After having fled the scene in a black car, a massive manhunt began to find the two suspects, later identified as brothers Chérif and Saïd Kouachi. After taking a hostage in a last stand at a printing business near Charles de Gaulle airport, they were killed in a shootout with armed forces, their hostages rescued.

An accomplice, Amedy Coulibaly, who killed a female police officer in Montrouge on Thursday, was also killed in a shootout with officers after holding his own set of hostages at a kosher supermarket east of Paris, four of them were killed.
The brothers were on the U.S. terrorist watch list, according to U.S. officials. Chérif Kouachi was part of a group that would send would-be jihadists to fight for al-Qaeda in Iraq.

“Today, France has been attacked at its heart – in Paris. Caricaturists of great talent and courageous writers have died. I want to tell them that we will continue to defend their message of freedom,” said French president François Hollande at l’Élysée palace on Wednesday, following after the attack.

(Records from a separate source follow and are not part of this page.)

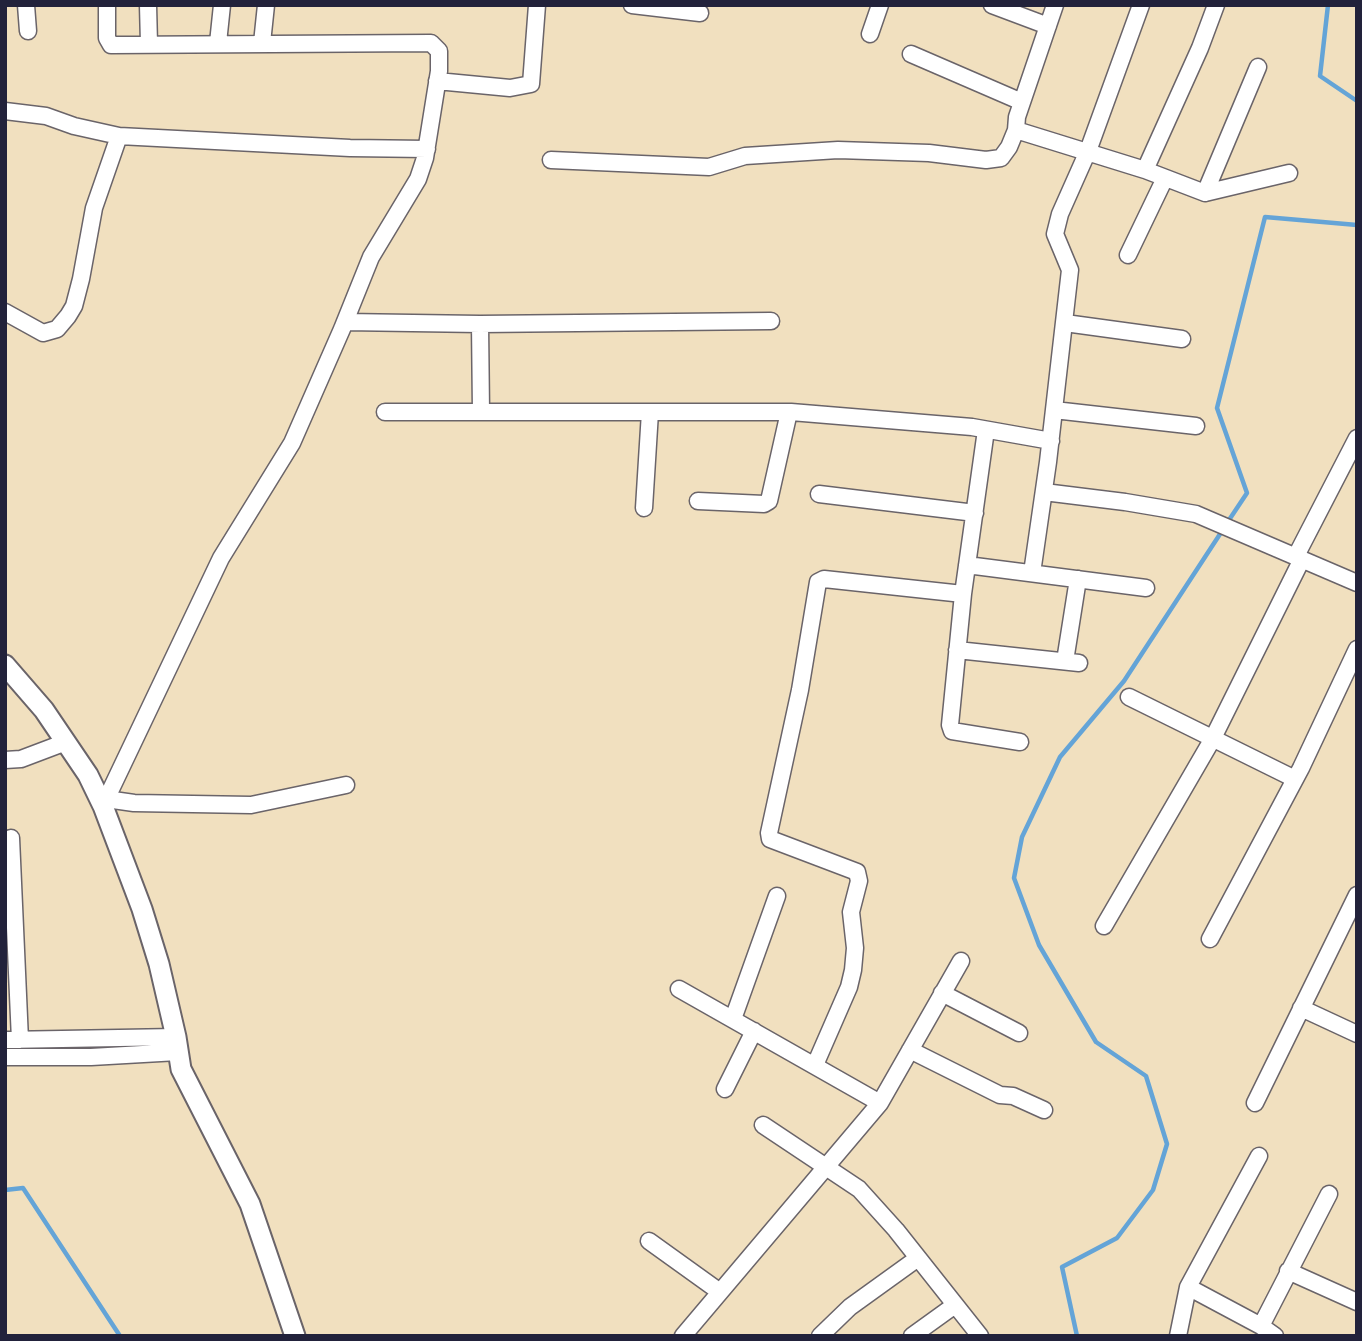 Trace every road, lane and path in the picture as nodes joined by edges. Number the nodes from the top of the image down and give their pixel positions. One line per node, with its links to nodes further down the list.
1 (26, 5): 15 (street)
2 (107, 5): 19 (street)
3 (148, 5): 19 (street)
4 (222, 5): 17 (street)
5 (266, 5): 18 (street)
6 (537, 5): 22 (street)
7 (632, 5): 13 (street)
8 (880, 5): 16 (street)
9 (992, 5): 14 (street)
10 (1055, 5): 14 (street)
11 (1141, 5): 28 (street)
12 (1216, 5): 30 (street)
13 (700, 13)
14 (1048, 26): 23 (street)
15 (28, 31)
16 (870, 34)
17 (218, 43): 18 (street); 19 (street)
18 (262, 43): 22 (street)
19 (149, 44)
20 (911, 54): 23 (street)
21 (1258, 67): 33 (street)
22 (437, 81): 27 (street)
23 (1022, 102): 25 (street)
24 (5, 111): 26 (street)
25 (1016, 130): 28 (street); 29 (street)
26 (119, 136): 27 (street); 35 (street)
27 (426, 149): 37 (street)
28 (1088, 151): 30 (street); 38 (street)
29 (551, 160)
30 (1145, 170): 32 (street)
31 (1289, 173): 33 (street)
32 (1164, 178): 33 (street); 34 (street)
33 (1205, 193)
34 (1128, 255)
35 (5, 312)
36 (771, 321): 39 (street)
37 (345, 322): 39 (street); 72 (street)
38 (1065, 323): 40 (street); 41 (street)
39 (480, 324): 43 (street)
40 (1182, 340)
41 (1054, 410): 46 (street); 49 (street)
42 (385, 412): 43 (street)
43 (481, 412): 44 (street)
44 (650, 412): 45 (street); 53 (street)
45 (789, 412): 47 (street); 52 (street)
46 (1196, 426)
47 (986, 430): 49 (street); 54 (street)
48 (1357, 438): 55 (street)
49 (1051, 441): 50 (street)
50 (1044, 492): 55 (street); 57 (street)
51 (819, 494): 54 (street)
52 (698, 501)
53 (644, 508)
54 (975, 513): 56 (street)
55 (1299, 557): 59 (street); 66 (street)
56 (967, 565): 57 (street); 61 (street)
57 (1032, 573): 58 (street)
58 (1078, 579): 60 (street); 63 (street)
59 (1357, 583)
60 (1146, 588)
61 (963, 594): 63 (street); 90 (street)
62 (1357, 649): 70 (street)
63 (957, 650): 68 (street)
64 (5, 665): 67 (main road)
65 (1129, 697): 66 (street)
66 (1212, 740): 70 (street); 76 (street)
67 (66, 742): 69 (street); 72 (main road)
68 (1020, 742)
69 (5, 760)
70 (1295, 779): 77 (street)
71 (346, 785): 72 (street)
72 (105, 802): 87 (main road)
73 (11, 838): 86 (street)
74 (1357, 895): 81 (street)
75 (777, 896): 82 (street)
76 (1104, 926)
77 (1210, 939)
78 (961, 961): 80 (street)
79 (679, 989): 82 (street)
80 (943, 993): 84 (street); 88 (street)
81 (1301, 1009): 85 (street); 93 (street)
82 (733, 1019): 83 (street)
83 (754, 1031): 90 (street); 91 (street)
84 (1019, 1034)
85 (1357, 1034)
86 (13, 1040): 87 (street)
87 (177, 1044): 89 (street); 107 (main road)
88 (910, 1050): 92 (street); 94 (street)
89 (5, 1058)
90 (816, 1065): 92 (street)
91 (725, 1089)
92 (880, 1103): 97 (street)
93 (1255, 1103)
94 (1044, 1111)
95 (763, 1125): 97 (street)
96 (1259, 1156): 102 (street)
97 (827, 1167): 100 (street); 103 (street)
98 (1329, 1194): 101 (street)
99 (649, 1241): 103 (street)
100 (918, 1258): 105 (street); 109 (street)
101 (1287, 1271): 104 (street); 106 (street)
102 (1188, 1287): 106 (street); 112 (street)
103 (720, 1292): 108 (street)
104 (1357, 1302)
105 (955, 1305): 110 (street); 111 (street)
106 (1268, 1331)
107 (295, 1336)
108 (683, 1336)
109 (820, 1336)
110 (912, 1336)
111 (979, 1336)
112 (1178, 1336) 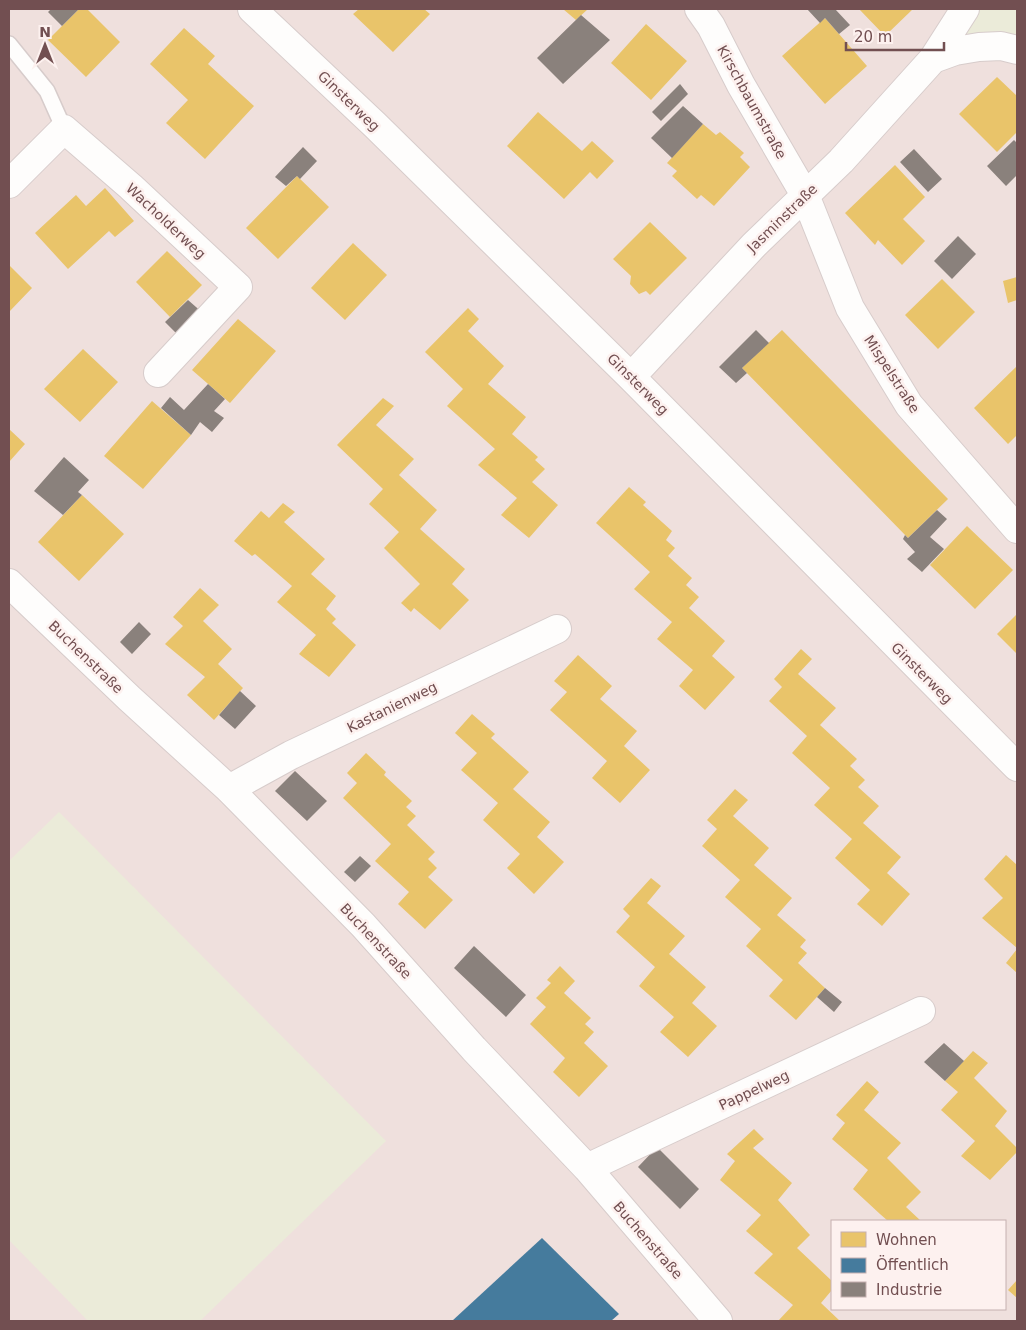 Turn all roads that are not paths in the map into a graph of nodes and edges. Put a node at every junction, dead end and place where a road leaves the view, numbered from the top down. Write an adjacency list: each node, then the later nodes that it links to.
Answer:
1 (252, 9): 11 (street, Ginsterweg)
2 (699, 9): 9 (street, Kirschbaumstraße)
3 (965, 9): 6 (street, Jasminstraße)
4 (9, 44): 7 (lane)
5 (1009, 48): 6 (street, Jasminstraße)
6 (933, 59): 9 (street, Jasminstraße)
7 (64, 130): 8 (street); 10 (street, Wacholderweg)
8 (9, 184)
9 (805, 196): 11 (street, Jasminstraße); 12 (street, Mispelstraße)
10 (158, 373)
11 (631, 377): 15 (street, Ginsterweg)
12 (1017, 529)
13 (9, 583): 16 (street, Buchenstraße)
14 (557, 629): 16 (street, Kastanienweg)
15 (1017, 767)
16 (229, 789): 18 (street, Buchenstraße)
17 (921, 1011): 18 (street, Pappelweg)
18 (587, 1168): 19 (street, Buchenstraße)
19 (718, 1321)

Charlie Hebdo’s head editor Stéphane Charbonnier, better known as “Charb,” was among the victims.

“The one thing that I’m very confident about is that the values that we share with the French people, a universal belief in freedom of expression, is something that can’t be silenced,” said U.S. president Barack Obama. “I think it’s going to be important for us, going forward, to make sure that we recognize these kinds of attacks can happen anywhere in the world.”

This attack on journalists has resurfaced disturbing realities regarding the fragility of freedom of expression in this day and age. It evokes painful memories of the 2004 murder of Theo Van Gogh, the Dutch filmmaker who was killed by a Muslim fundamentalist for producing a short film that addressed the abhorrent treatment of women in Muslim culture.

It certainly feels, at this point, that a war has been declared on those who embrace their freedom of speech by those who wish to extinguish it.

Many brilliant minds were erased because they believed in the fundamental right to liberty of expression. But, as appears to be the trend, cut off the head and five more will grow.

As Tom Toles of the Washington Post wrote, “But the pen will endure.”